Porcello, 'pen can't contain O's as Tigers drop rout
Right-hander allows six runs in fourth, and Baltimore adds on after

By Bobby Nightengale / MLB.com | 6/19/2013 6:41 PM ET

BOX SCORE

DETROIT -- Down two runs, Rick Porcello found himself in a jam in the fourth inning. Although there were two runners on base, he liked his odds with two outs and the No. 9 hitter at the plate. However, Taylor Teagarden made him pay with a three-run homer to give the Orioles a 5-0 lead, a deficit the Tigers couldn't recover from in a 13-3 loss at Comerica Park on Wednesday afternoon.


Chris Davis led the charge in the fourth with an opposite-field two-run homer. It was his Major League-leading 25th home run -- he added his 26th homer in the ninth -- and his third career home run off Porcello.

"I feel like I've had some pitches the last few games to drive the other way, and I've kind of pulled off of them," Davis said. "That's something I was kind of working on before the game. He left it out over the plate and I didn't swing real hard, I just barreled it up and was able to get it over the first wall."

Later in the inning, with J.J. Hardy on second base, Ryan Flaherty hit a dribbler down to third baseman Miguel Cabrera, who didn't have a play to make.

"Guys are going to get infield hits, he put it in the perfect spot where none of defenders could get to it," Porcello said. "You deal with that, that didn't affect me at all. I felt really good with a right-handed hitter coming up in the nine-hole."

Except Teagarden had other plans. He drilled a three-run homer to left on a 91-mph fastball. Teagarden's last home run against the Tigers was his first hit in the 2012 season -- a walk-off blast in the 11th inning on July 14.
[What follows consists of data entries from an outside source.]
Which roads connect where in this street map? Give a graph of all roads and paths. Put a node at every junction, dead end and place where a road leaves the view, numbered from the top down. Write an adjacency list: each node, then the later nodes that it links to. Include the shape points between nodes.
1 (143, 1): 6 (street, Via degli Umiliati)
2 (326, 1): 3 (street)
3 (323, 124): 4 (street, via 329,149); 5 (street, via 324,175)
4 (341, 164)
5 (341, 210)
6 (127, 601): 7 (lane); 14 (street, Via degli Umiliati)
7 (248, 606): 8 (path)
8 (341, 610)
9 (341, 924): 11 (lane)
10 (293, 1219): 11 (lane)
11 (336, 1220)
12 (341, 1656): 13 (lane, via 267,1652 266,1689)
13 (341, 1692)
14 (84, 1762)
"I've got respect for him as a player, and at any point somebody can hit you, but I've got to make a better pitch against him," Porcello said. "I've got to make it tougher for him. That's probably one of the worst at-bats I've pitched this year."
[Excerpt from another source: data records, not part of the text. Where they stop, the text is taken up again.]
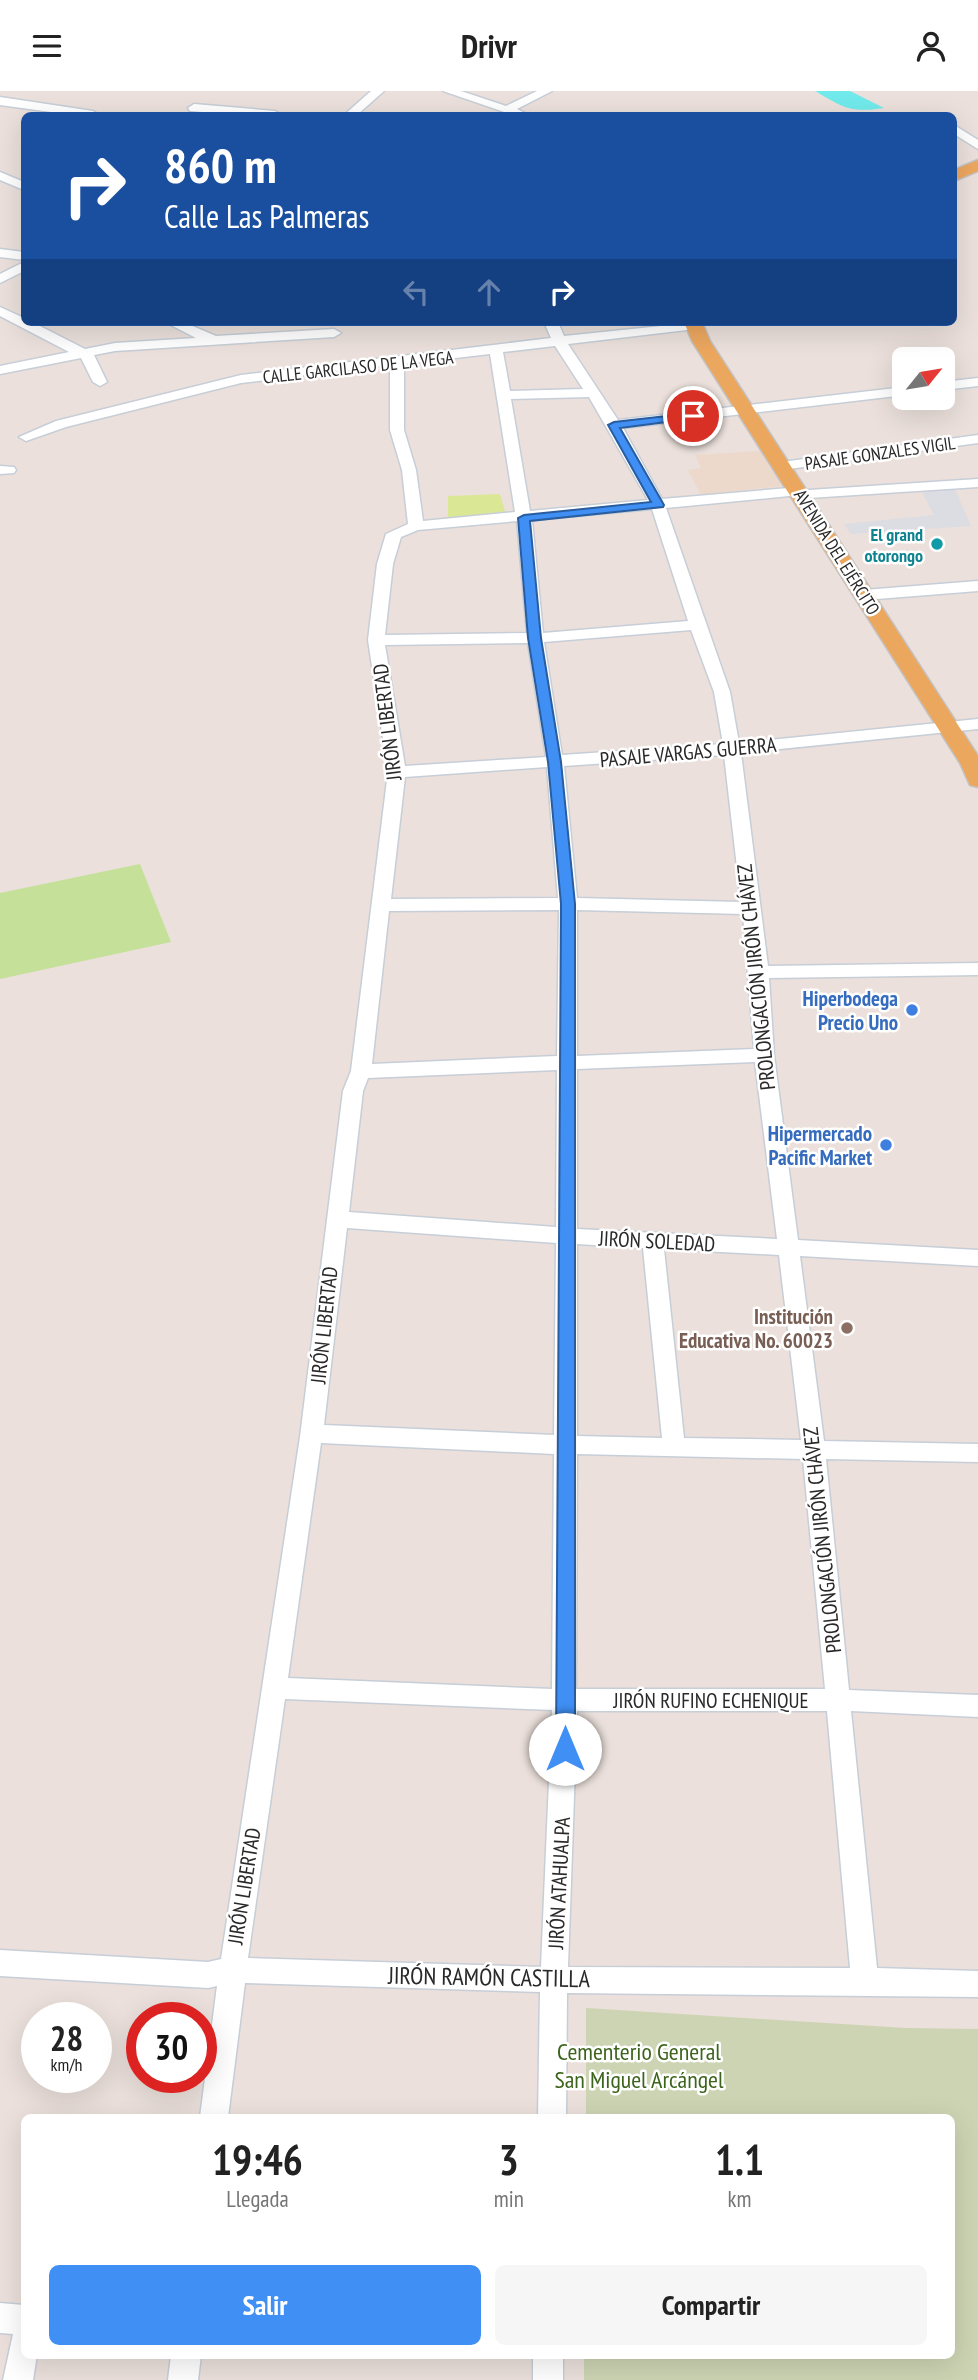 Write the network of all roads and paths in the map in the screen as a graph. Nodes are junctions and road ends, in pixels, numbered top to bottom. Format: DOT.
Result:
graph roads {
  1 [pos="204,91"];
  2 [pos="379,91"];
  3 [pos="449,91"];
  4 [pos="546,91"];
  5 [pos="0,101"];
  6 [pos="508,109"];
  7 [pos="73,112"];
  8 [pos="192,112"];
  9 [pos="354,112"];
  10 [pos="516,112"];
  11 [pos="957,131"];
  12 [pos="978,145"];
  13 [pos="978,165"];
  14 [pos="957,175"];
  15 [pos="0,176"];
  16 [pos="21,185"];
  17 [pos="0,253"];
  18 [pos="21,256"];
  19 [pos="21,268"];
  20 [pos="0,279"];
  21 [pos="0,311"];
  22 [pos="21,322"];
  23 [pos="30,326"];
  24 [pos="181,326"];
  25 [pos="553,326"];
  26 [pos="680,326"];
  27 [pos="695,326"];
  28 [pos="218,342"];
  29 [pos="560,343"];
  30 [pos="339,344"];
  31 [pos="496,351"];
  32 [pos="83,353"];
  33 [pos="397,363"];
  34 [pos="0,370"];
  35 [pos="100,382"];
  36 [pos="978,382"];
  37 [pos="956,385"];
  38 [pos="593,393"];
  39 [pos="892,393"];
  40 [pos="503,395"];
  41 [pos="751,409"];
  42 [pos="614,425"];
  43 [pos="26,437"];
  44 [pos="978,439"];
  45 [pos="786,465"];
  46 [pos="978,483"];
  47 [pos="808,499"];
  48 [pos="659,505"];
  49 [pos="524,518"];
  50 [pos="416,526"];
  51 [pos="978,586"];
  52 [pos="869,595"];
  53 [pos="697,625"];
  54 [pos="535,638"];
  55 [pos="376,640"];
  56 [pos="961,725"];
  57 [pos="732,749"];
  58 [pos="978,759"];
  59 [pos="555,762"];
  60 [pos="397,772"];
  61 [pos="978,779"];
  62 [pos="568,904"];
  63 [pos="381,905"];
  64 [pos="750,908"];
  65 [pos="978,969"];
  66 [pos="759,972"];
  67 [pos="764,1055"];
  68 [pos="568,1065"];
  69 [pos="361,1071"];
  70 [pos="336,1219"];
  71 [pos="568,1236"];
  72 [pos="653,1241"];
  73 [pos="788,1249"];
  74 [pos="978,1258"];
  75 [pos="312,1434"];
  76 [pos="565,1445"];
  77 [pos="674,1447"];
  78 [pos="814,1451"];
  79 [pos="978,1453"];
  80 [pos="276,1688"];
  81 [pos="564,1700"];
  82 [pos="837,1700"];
  83 [pos="978,1706"];
  84 [pos="0,1962"];
  85 [pos="231,1970"];
  86 [pos="554,1980"];
  87 [pos="865,1981"];
  88 [pos="978,1984"];
  89 [pos="214,2114"];
  90 [pos="552,2114"];
  91 [pos="0,2318"];
  92 [pos="21,2320"];
  93 [pos="22,2359"];
  94 [pos="186,2359"];
  95 [pos="548,2359"];
  96 [pos="18,2380"];
  97 [pos="184,2380"];
  98 [pos="548,2380"];
  1 -- 8 [label="street"];
  2 -- 9 [label="street"];
  3 -- 6 [label="street"];
  4 -- 6 [label="street"];
  5 -- 7 [label="street"];
  6 -- 10 [label="street"];
  11 -- 12 [label="street"];
  13 -- 14 [label="main road"];
  15 -- 16 [label="street"];
  17 -- 18 [label="street"];
  19 -- 20 [label="street"];
  21 -- 22 [label="street"];
  23 -- 32 [label="street"];
  24 -- 28 [label="street"];
  25 -- 29 [label="street, PROLONGACIÓN JIRÓN CHÁVEZ"];
  26 -- 29 [label="street, CALLE GARCILASO DE LA VEGA"];
  27 -- 41 [label="main road, AVENIDA DEL EJÉRCITO"];
  28 -- 30 [label="street"];
  28 -- 32 [label="street"];
  29 -- 31 [label="street, CALLE GARCILASO DE LA VEGA"];
  29 -- 38 [label="street, PROLONGACIÓN JIRÓN CHÁVEZ"];
  30 -- 33 [label="street, CALLE GARCILASO DE LA VEGA"];
  30 -- 43 [label="street, CALLE GARCILASO DE LA VEGA"];
  31 -- 33 [label="street, CALLE GARCILASO DE LA VEGA"];
  31 -- 40 [label="street, JIRÓN ATAHUALPA"];
  32 -- 34 [label="street"];
  32 -- 35 [label="street"];
  33 -- 50 [label="street"];
  36 -- 37 [label="street"];
  38 -- 40 [label="street"];
  38 -- 42 [label="street, PROLONGACIÓN JIRÓN CHÁVEZ"];
  39 -- 41 [label="street"];
  40 -- 49 [label="street, JIRÓN ATAHUALPA"];
  41 -- 42 [label="street"];
  41 -- 45 [label="main road, AVENIDA DEL EJÉRCITO"];
  42 -- 48 [label="street, PROLONGACIÓN JIRÓN CHÁVEZ"];
  44 -- 45 [label="street, PASAJE GONZALES VIGIL"];
  45 -- 47 [label="main road, AVENIDA DEL EJÉRCITO"];
  46 -- 47 [label="street"];
  47 -- 48 [label="street"];
  47 -- 52 [label="main road, AVENIDA DEL EJÉRCITO"];
  48 -- 49 [label="street"];
  48 -- 53 [label="street, PROLONGACIÓN JIRÓN CHÁVEZ"];
  49 -- 50 [label="street"];
  49 -- 54 [label="street, JIRÓN ATAHUALPA"];
  50 -- 55 [label="street, JIRÓN LIBERTAD"];
  51 -- 52 [label="street"];
  52 -- 56 [label="main road, AVENIDA DEL EJÉRCITO"];
  53 -- 54 [label="street"];
  53 -- 57 [label="street, PROLONGACIÓN JIRÓN CHÁVEZ"];
  54 -- 55 [label="street"];
  54 -- 59 [label="street, JIRÓN ATAHUALPA"];
  55 -- 60 [label="street, JIRÓN LIBERTAD"];
  56 -- 57 [label="street, PASAJE VARGAS GUERRA"];
  56 -- 58 [label="main road, AVENIDA DEL EJÉRCITO"];
  56 -- 61 [label="main road, AVENIDA DEL EJÉRCITO"];
  57 -- 59 [label="street, PASAJE VARGAS GUERRA"];
  57 -- 64 [label="street, PROLONGACIÓN JIRÓN CHÁVEZ"];
  59 -- 60 [label="street, PASAJE VARGAS GUERRA"];
  59 -- 62 [label="street, JIRÓN ATAHUALPA"];
  60 -- 63 [label="street, JIRÓN LIBERTAD"];
  62 -- 63 [label="street"];
  62 -- 64 [label="street"];
  62 -- 68 [label="street, JIRÓN ATAHUALPA"];
  63 -- 69 [label="street, JIRÓN LIBERTAD"];
  64 -- 66 [label="street, PROLONGACIÓN JIRÓN CHÁVEZ"];
  65 -- 66 [label="street"];
  66 -- 67 [label="street, PROLONGACIÓN JIRÓN CHÁVEZ"];
  67 -- 68 [label="street"];
  67 -- 73 [label="street, PROLONGACIÓN JIRÓN CHÁVEZ"];
  68 -- 69 [label="street"];
  68 -- 71 [label="street, JIRÓN ATAHUALPA"];
  69 -- 70 [label="street, JIRÓN LIBERTAD"];
  70 -- 71 [label="street, JIRÓN SOLEDAD"];
  70 -- 75 [label="street, JIRÓN LIBERTAD"];
  71 -- 72 [label="street, JIRÓN SOLEDAD"];
  71 -- 76 [label="street, JIRÓN ATAHUALPA"];
  72 -- 73 [label="street, JIRÓN SOLEDAD"];
  72 -- 77 [label="street"];
  73 -- 74 [label="street, JIRÓN SOLEDAD"];
  73 -- 78 [label="street, PROLONGACIÓN JIRÓN CHÁVEZ"];
  75 -- 76 [label="street"];
  75 -- 80 [label="street, JIRÓN LIBERTAD"];
  76 -- 77 [label="street"];
  76 -- 81 [label="street, JIRÓN ATAHUALPA"];
  77 -- 78 [label="street"];
  78 -- 79 [label="street"];
  78 -- 82 [label="street, PROLONGACIÓN JIRÓN CHÁVEZ"];
  80 -- 81 [label="street, JIRÓN RUFINO ECHENIQUE"];
  80 -- 85 [label="street, JIRÓN LIBERTAD"];
  81 -- 82 [label="street, JIRÓN RUFINO ECHENIQUE"];
  81 -- 86 [label="street, JIRÓN ATAHUALPA"];
  82 -- 83 [label="street, JIRÓN RUFINO ECHENIQUE"];
  82 -- 87 [label="street, PROLONGACIÓN JIRÓN CHÁVEZ"];
  84 -- 85 [label="street, JIRÓN RAMÓN CASTILLA"];
  85 -- 86 [label="street, JIRÓN RAMÓN CASTILLA"];
  85 -- 89 [label="street, JIRÓN LIBERTAD"];
  86 -- 87 [label="street, JIRÓN RAMÓN CASTILLA"];
  86 -- 90 [label="street, JIRÓN ATAHUALPA"];
  87 -- 88 [label="street, JIRÓN RAMÓN CASTILLA"];
  91 -- 92 [label="street"];
  93 -- 96 [label="street"];
  94 -- 97 [label="street"];
  95 -- 98 [label="street"];
}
Following Teagarden's three-run homer, Nate McLouth doubled and Manny Machado scored him with a single, giving Baltimore a 6-0 lead.

Porcello tossed two more scoreless innings, but the damage was done. He allowed six earned runs and nine hits in six innings, ending a streak of four consecutive quality starts.

"I left some pitches up but still had a chance to get out of there with only two runs, and to let that opportunity slip away is pretty frustrating," Porcello said. "This one is going to stay with me for awhile because I put up five shutout innings, but you give up six in one inning, you can't expect to have success doing that."

The Tigers pieced together two runs in the sixth inning -- a two-run double by pinch-hitter Matt Tuiasosopo -- they cut the deficit to 6-3. However, they wouldn't get another runner into scoring position until the ninth.

By then, the Orioles added plenty of insurance runs to make sure the result was in hand. They added three more runs in the seventh inning against Detroit relievers Darin Downs and Evan Reed.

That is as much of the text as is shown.